>>>
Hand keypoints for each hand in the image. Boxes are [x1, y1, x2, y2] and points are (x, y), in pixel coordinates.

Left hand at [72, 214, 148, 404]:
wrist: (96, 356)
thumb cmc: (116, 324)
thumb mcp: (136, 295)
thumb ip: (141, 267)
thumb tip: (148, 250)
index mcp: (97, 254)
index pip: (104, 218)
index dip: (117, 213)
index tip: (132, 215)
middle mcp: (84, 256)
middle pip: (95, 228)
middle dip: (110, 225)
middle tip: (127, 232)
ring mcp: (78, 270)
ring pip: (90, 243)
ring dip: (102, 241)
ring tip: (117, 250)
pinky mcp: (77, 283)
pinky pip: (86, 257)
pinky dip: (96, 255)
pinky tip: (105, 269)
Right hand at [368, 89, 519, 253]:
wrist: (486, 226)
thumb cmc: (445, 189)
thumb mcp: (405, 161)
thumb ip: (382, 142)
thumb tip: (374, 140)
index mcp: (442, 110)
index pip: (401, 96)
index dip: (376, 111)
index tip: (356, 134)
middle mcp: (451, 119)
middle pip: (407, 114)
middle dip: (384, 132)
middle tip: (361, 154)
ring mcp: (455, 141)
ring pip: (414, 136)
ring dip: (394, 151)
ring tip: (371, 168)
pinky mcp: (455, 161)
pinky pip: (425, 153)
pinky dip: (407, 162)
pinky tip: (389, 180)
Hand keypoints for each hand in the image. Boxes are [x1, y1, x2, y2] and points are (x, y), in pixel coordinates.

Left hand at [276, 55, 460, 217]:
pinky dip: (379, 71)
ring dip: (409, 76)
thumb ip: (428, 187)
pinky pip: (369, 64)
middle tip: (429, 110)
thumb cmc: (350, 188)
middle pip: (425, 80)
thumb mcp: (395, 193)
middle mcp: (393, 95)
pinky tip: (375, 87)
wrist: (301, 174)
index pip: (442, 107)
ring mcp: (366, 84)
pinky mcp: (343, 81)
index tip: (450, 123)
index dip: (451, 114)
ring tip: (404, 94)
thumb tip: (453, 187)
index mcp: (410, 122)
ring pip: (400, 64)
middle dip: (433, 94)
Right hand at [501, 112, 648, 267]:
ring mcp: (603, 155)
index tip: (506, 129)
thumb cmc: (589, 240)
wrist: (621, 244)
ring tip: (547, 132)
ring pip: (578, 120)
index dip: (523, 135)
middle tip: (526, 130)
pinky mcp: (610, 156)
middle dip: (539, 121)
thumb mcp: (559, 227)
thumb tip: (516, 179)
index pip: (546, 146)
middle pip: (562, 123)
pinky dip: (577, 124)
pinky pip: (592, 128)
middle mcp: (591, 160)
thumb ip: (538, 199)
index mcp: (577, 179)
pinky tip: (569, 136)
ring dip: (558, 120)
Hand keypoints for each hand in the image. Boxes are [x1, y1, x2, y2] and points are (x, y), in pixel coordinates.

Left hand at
<<<
>>>
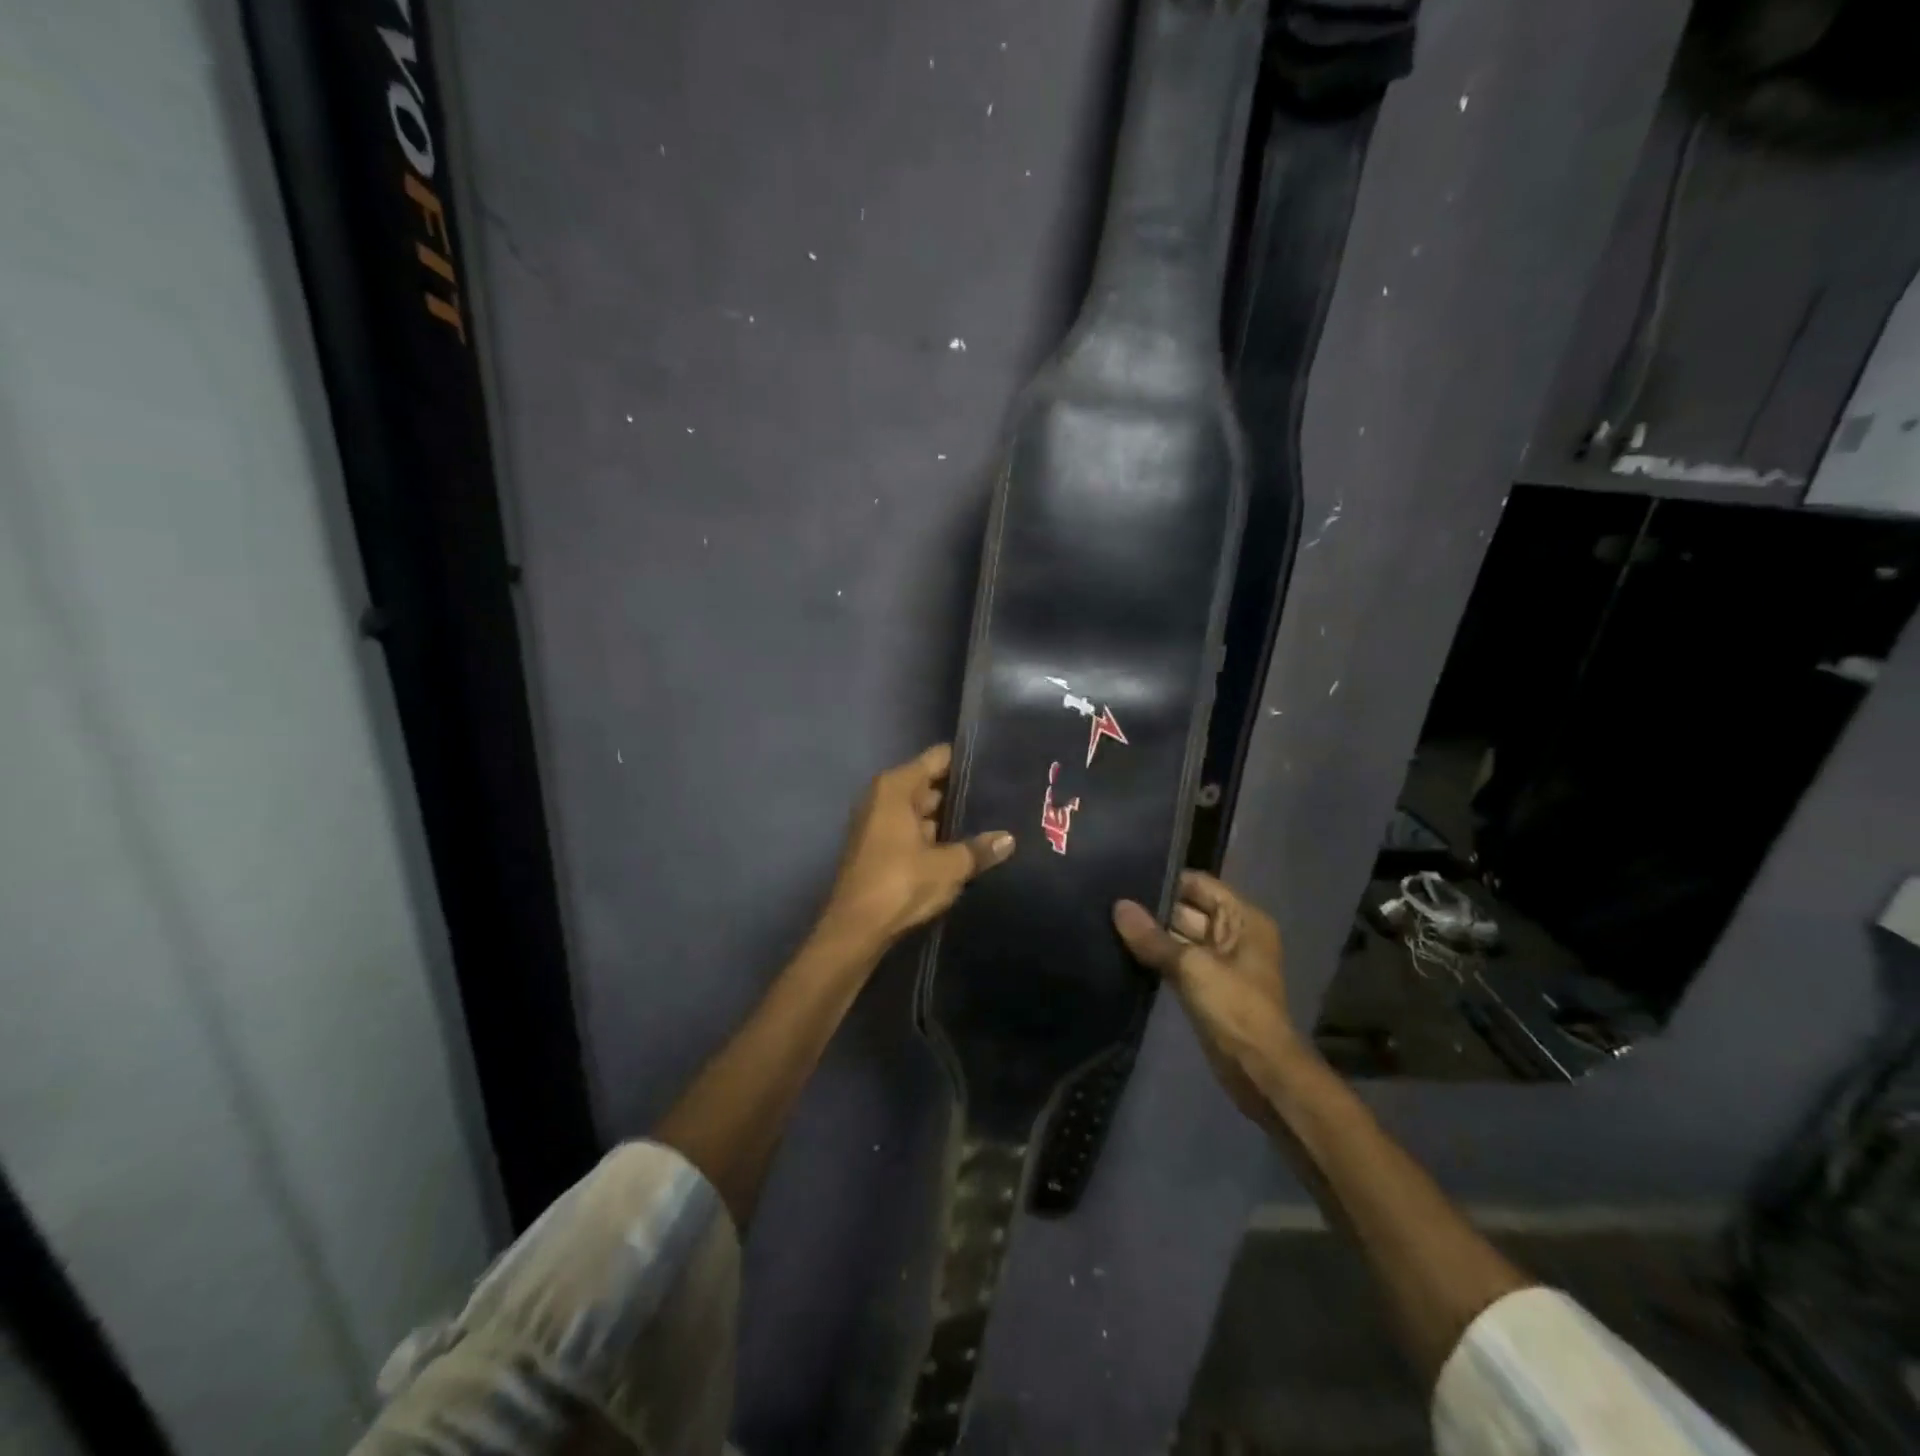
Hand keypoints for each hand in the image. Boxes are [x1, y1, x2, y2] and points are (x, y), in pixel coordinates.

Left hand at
<<<
>>>
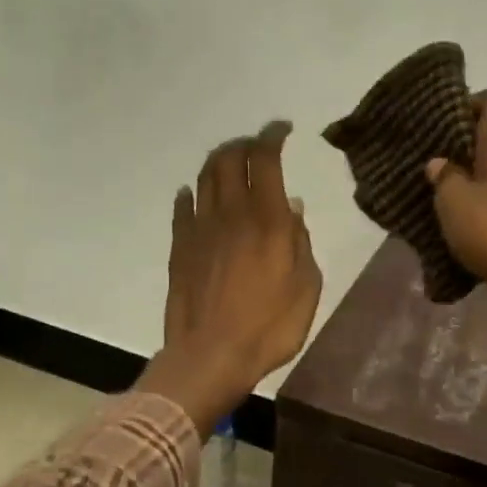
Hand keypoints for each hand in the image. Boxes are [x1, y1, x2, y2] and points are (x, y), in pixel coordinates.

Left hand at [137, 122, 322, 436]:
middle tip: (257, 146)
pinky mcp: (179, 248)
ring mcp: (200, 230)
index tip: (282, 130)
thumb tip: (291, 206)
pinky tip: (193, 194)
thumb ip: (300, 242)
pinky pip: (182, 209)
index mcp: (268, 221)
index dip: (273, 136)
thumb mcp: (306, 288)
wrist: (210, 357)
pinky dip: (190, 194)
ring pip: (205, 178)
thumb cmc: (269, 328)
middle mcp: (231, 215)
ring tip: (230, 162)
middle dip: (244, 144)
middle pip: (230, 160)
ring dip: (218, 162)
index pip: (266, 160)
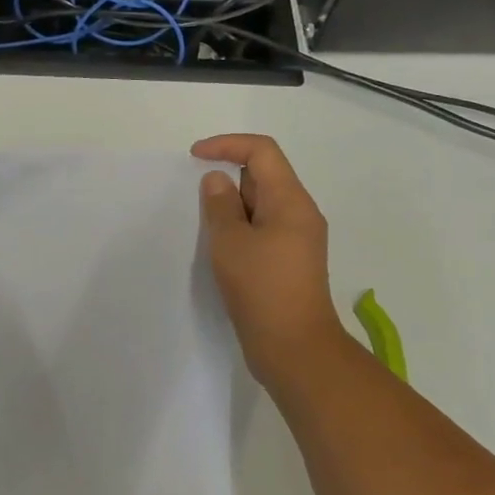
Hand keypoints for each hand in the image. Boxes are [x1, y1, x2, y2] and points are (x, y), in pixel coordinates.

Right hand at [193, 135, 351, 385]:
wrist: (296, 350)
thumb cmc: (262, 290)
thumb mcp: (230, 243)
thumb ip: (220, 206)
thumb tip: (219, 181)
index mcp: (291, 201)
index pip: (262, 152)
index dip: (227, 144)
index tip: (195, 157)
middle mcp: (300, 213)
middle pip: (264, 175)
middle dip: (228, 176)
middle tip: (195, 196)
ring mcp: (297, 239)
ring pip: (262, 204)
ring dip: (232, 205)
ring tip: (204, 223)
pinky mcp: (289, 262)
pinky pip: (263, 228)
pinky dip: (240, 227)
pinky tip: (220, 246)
<<<
ABOUT THIS TASK: If a line in the entries above contains the word "Left", copy it.

ANSWER TO THE PROBLEM:
Left hand at [72, 214, 148, 404]:
Left hand at [276, 55, 460, 217]:
Left hand at
Left hand at
Left hand at [137, 122, 322, 436]:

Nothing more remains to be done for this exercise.